Prediction of uplift capacity of Suction caisson in clay using Functional Network and Multivariate Adaptive Regression Spline

Abstract

Suction caissons are extensively used as anchors for offshore foundation structures. The uplift capacity of suction caisson is an important factor with respect to effective design. In this paper, two recently developed AI techniques, i.e. Functional Network (FN) and Multivariate Adaptive Regression Spline (MARS), have been used to predict the uplift capacity of suction caisson in clay. The performances of the developed models are compared with those of other AI techniques: artificial neural network, support vector machine, relevance vector machine, genetic programming, extreme learning machine, and Group Method of Data Handling with Harmony Search (GMDH-HS).
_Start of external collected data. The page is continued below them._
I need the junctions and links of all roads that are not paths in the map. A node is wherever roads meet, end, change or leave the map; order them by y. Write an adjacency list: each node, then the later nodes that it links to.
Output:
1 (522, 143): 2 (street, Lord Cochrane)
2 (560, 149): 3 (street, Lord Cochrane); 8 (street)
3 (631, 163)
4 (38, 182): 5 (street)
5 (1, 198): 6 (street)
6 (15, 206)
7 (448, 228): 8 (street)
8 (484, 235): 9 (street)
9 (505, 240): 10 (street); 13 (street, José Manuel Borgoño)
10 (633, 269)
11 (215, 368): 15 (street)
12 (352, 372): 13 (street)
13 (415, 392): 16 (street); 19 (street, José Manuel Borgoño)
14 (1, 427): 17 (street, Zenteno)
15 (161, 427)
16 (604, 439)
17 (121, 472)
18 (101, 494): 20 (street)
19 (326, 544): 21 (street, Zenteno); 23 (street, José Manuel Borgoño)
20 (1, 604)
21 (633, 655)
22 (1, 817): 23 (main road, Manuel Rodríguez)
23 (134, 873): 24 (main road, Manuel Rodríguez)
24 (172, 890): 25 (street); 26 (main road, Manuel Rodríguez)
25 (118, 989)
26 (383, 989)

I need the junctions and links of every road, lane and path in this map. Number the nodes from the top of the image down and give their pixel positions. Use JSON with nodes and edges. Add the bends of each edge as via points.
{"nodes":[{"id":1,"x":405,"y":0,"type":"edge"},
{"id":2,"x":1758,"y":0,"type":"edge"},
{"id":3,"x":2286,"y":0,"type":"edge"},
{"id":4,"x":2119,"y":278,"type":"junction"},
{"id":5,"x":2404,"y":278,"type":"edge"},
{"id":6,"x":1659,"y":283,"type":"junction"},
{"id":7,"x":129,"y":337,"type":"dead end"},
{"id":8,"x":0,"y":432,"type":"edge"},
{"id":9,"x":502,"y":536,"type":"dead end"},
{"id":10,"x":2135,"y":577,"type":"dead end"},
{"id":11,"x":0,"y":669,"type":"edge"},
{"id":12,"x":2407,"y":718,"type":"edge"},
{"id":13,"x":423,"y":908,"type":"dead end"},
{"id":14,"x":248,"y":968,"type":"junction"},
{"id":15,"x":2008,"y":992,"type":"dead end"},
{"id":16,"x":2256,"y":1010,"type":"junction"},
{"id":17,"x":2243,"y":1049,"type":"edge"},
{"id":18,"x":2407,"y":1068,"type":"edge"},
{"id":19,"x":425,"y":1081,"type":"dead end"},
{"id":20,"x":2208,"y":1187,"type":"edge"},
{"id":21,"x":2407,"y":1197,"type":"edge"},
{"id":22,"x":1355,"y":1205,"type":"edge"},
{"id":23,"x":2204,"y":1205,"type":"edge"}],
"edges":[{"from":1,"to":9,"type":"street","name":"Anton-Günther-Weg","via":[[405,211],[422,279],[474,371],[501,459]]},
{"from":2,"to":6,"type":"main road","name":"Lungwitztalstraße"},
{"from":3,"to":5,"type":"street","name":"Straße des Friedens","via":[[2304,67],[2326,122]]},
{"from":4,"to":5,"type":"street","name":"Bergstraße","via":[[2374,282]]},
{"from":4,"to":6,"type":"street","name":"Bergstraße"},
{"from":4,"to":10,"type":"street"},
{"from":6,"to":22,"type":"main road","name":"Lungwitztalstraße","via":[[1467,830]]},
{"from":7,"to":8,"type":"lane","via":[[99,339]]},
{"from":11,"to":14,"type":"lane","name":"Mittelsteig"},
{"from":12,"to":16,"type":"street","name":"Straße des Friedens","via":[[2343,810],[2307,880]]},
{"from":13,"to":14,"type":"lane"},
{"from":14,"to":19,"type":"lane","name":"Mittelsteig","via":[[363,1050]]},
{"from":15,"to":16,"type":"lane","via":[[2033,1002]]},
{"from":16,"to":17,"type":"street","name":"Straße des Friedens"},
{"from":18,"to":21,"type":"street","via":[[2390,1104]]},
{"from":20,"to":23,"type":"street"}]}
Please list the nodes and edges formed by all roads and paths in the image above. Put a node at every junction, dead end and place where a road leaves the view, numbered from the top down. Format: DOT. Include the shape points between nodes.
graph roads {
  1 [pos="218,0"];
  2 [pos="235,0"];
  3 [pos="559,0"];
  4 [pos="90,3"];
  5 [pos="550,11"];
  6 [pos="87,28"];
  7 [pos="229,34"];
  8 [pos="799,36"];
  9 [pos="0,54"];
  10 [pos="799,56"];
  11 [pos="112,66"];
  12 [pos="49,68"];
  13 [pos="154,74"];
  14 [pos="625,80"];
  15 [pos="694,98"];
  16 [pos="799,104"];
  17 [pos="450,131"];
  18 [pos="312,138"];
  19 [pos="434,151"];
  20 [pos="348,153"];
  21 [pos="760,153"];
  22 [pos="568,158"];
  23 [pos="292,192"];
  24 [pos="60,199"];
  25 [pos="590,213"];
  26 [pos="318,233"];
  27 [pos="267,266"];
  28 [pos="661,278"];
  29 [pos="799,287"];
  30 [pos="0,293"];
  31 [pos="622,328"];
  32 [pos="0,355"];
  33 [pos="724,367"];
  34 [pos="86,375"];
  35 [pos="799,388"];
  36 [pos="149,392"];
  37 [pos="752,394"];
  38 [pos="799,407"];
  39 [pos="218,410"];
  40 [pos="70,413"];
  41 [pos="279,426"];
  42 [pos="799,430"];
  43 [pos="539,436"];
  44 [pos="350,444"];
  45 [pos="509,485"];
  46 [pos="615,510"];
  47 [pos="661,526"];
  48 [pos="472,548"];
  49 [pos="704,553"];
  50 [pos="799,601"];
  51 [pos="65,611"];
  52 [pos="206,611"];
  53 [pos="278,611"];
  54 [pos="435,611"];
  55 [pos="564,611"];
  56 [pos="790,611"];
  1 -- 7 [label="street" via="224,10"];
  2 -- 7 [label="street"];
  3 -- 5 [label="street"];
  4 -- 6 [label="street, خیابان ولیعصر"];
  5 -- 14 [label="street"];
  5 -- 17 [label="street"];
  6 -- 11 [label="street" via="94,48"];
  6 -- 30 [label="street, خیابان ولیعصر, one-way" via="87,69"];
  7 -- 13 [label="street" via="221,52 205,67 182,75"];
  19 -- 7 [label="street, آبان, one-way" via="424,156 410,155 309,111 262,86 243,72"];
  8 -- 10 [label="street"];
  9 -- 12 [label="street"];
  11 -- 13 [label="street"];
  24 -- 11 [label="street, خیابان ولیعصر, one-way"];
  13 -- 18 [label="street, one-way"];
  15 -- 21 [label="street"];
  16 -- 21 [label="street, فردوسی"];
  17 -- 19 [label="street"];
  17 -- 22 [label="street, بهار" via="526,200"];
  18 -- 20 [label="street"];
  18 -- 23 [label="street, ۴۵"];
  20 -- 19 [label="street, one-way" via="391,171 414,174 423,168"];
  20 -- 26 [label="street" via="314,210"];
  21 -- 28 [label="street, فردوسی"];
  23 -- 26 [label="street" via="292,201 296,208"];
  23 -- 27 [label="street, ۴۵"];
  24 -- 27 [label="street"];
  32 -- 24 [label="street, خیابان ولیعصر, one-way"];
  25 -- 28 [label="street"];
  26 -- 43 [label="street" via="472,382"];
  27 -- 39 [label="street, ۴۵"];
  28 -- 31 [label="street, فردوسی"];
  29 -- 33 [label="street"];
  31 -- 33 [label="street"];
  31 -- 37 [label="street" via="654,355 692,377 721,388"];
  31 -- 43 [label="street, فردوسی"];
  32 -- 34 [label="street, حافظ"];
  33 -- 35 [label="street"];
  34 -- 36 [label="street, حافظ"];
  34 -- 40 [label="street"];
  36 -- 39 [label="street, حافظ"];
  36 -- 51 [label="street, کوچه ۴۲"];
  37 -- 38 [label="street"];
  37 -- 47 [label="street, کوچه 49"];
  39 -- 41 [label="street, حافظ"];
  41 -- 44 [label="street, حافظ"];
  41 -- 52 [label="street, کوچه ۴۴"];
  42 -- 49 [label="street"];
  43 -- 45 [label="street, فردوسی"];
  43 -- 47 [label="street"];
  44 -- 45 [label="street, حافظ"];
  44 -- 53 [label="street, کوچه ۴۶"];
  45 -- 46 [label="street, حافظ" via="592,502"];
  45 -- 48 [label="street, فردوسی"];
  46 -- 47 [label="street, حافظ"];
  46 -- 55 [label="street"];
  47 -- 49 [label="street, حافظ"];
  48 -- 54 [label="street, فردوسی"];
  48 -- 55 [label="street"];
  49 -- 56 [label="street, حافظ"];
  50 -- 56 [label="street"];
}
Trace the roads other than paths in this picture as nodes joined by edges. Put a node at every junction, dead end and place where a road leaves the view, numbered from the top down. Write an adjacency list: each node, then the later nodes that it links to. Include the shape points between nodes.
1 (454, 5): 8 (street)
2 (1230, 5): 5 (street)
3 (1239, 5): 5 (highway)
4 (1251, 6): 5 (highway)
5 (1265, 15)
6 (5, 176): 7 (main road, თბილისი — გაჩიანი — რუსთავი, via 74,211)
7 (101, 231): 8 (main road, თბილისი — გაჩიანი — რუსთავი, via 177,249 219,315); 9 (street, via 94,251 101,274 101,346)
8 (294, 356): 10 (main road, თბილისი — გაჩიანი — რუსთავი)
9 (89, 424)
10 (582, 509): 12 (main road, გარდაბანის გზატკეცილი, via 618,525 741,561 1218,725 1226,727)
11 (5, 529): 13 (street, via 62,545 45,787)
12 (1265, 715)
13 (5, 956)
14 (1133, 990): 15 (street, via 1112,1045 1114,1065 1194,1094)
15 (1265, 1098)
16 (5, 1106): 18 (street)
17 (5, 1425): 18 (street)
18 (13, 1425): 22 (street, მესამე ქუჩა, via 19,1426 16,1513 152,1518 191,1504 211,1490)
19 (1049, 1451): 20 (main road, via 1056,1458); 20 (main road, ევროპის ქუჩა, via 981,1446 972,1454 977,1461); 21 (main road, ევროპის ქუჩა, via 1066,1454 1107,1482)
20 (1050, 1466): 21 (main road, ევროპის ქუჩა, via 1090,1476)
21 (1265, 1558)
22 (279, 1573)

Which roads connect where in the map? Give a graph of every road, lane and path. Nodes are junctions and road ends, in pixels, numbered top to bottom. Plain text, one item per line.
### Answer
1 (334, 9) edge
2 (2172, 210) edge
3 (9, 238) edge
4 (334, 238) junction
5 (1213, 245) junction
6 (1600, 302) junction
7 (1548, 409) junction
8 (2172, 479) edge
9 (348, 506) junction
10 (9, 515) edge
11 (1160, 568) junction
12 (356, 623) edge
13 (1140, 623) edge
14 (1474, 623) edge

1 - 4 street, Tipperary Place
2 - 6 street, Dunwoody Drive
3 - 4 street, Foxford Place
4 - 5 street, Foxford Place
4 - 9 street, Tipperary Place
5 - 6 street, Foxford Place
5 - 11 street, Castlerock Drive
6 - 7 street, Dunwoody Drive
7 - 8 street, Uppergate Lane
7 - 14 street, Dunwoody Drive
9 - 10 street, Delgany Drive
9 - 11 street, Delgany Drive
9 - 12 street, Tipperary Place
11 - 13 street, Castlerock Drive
The model's inputs include the aspect ratio of the caisson, undrained shear strength of soil at the depth of the caisson tip, relative depth of the lug to which the caisson force is applied, load inclination angle, and load rate parameter. The results of the above AI techniques are comparatively analysed via different statistical performance criteria: correlation coefficient (R), root mean square error, Nash-Sutcliffe coefficient of efficiency, and log-normal distribution of ratio of the predicted load capacity to observed load capacity, with a ranking system to determine the best predictive model. The FN and MARS models are found to be comparably efficient which can outperform other AI techniques.